The Buy Rating Is Not Paying Off
In November 2022, I marked shares of easyJet (OTCQX:EJTTF) (OTCQX:ESYJY) a Hold and back then I saw no particular reason to buy the stock. However, since that Hold rating in November the stock climbed nearly 15% compared to a >10% gain for the broader markets. In January, I saw better signs validating a buy rating for the stock but since then the stock lost nearly a quarter of its value. In hindsight, it looks like I was too late upgrading the stock to buy and that is the continuous risk with any investment. Sometimes waiting for buy signs to flash strongly or any market change to be reflected in results leaves you a step or two behind on the actual stock price performance.

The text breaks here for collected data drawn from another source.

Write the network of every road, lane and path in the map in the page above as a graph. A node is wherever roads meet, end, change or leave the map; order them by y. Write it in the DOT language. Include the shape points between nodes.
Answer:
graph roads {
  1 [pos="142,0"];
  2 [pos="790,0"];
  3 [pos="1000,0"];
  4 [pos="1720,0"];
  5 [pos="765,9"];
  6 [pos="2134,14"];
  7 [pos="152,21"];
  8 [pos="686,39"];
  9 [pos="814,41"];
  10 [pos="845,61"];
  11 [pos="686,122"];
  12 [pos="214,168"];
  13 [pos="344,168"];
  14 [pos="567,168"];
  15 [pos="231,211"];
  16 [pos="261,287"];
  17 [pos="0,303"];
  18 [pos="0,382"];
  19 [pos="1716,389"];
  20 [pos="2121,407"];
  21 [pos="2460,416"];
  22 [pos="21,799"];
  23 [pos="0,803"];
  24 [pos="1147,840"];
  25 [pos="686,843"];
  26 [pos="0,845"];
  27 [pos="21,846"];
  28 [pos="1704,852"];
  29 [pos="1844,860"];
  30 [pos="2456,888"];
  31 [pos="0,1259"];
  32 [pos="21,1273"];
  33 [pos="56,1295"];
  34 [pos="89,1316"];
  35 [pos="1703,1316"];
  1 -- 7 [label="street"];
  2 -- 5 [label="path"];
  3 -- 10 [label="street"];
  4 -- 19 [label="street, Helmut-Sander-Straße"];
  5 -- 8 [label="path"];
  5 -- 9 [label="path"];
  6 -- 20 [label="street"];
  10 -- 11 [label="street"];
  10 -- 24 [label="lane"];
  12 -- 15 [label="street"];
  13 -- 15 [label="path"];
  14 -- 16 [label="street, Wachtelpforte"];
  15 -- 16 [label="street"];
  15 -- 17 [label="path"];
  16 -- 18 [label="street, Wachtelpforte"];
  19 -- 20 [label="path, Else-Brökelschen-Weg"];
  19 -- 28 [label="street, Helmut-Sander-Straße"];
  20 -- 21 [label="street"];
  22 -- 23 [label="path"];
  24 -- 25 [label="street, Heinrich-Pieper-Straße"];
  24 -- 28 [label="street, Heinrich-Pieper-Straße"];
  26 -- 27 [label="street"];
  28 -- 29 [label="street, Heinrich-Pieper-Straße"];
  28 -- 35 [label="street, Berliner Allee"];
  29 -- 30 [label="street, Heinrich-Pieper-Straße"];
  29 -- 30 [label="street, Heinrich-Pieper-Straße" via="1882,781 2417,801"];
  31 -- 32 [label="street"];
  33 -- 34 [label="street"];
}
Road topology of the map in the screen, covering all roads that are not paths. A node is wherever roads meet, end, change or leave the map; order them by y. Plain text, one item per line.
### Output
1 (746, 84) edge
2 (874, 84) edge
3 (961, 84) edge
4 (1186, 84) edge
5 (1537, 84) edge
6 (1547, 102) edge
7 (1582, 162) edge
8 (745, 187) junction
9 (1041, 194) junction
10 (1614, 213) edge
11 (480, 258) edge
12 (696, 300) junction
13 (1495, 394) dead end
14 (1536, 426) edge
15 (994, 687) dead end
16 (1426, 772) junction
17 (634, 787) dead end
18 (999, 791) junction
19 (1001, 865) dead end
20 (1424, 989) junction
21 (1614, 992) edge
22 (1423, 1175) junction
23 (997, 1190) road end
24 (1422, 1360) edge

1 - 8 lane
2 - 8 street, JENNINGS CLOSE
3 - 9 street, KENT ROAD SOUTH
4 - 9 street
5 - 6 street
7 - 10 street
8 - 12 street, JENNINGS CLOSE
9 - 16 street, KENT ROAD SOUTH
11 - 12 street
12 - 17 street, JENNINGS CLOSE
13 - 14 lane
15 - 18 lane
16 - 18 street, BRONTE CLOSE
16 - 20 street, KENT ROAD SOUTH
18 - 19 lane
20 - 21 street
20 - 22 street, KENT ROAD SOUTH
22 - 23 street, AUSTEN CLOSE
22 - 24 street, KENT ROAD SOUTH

A Strong End Of The Year For easyJet
While there are some pressures, the preliminary results for easyJet show the company had a strong second half of the year with unit revenues growing 15% and ex-fuel unit costs dropping by 1.3% which was ahead of expectations for a full year pre-tax profit of £440 million to £460 million. For Q1’24, the company will be adding 15% capacity with further growth in unit revenues while unit costs excluding fuel will drop slightly. So, while there are concerns on sustained strength in unit revenues, we see that easyJet is guiding for it. Perhaps, the unfortunate element is that unit cost reductions are in no way in line with capacity increases so we continue to see that capacity reductions are not used to significantly reduce unit costs as airline envisioned but to keep the unit costs stable. At some point, the airline industry has to start looking what it will do with the higher cost basis. Will flying be made more expensive permanently or will the airline take the earliest reduction in air fares to restructure its costs?
A Buy, Hold Or Sell For easyJet Stock?
Since the stock has tanked 10% since providing its FY23 trading update, it is also a good time to revisit my rating on the stock, where I will also be implementing the new dividend distribution envisioned by easyJet which calls for 2023 dividends to be 10% of the after-tax earnings to be paid in 2024 and 2024 dividends to be 20% of the after-tax earnings. What we do see is that currently easyJet is significantly undervalued compared to the industry as well as its median EV/EBITDA. An improvement in results as well as an expansion towards historical EV/EBITDA multiples provides doubling potential for easyJet stock price.
Conclusion: easyJet Stock Is Significantly Undervalued
When I started writing this report, I expected that I should be lowering the price target for easyJet and revising my rating downward. The opposite, however, is true as parsing the number shows a $0.37 higher target of $11.18. So, I am maintaining my buy rating with the notion that upside might not materialize due to the fear that is encapsulated in airline investors and sudden swings in cost and revenue dynamics that might increase that fear even if the underlying performance is solid.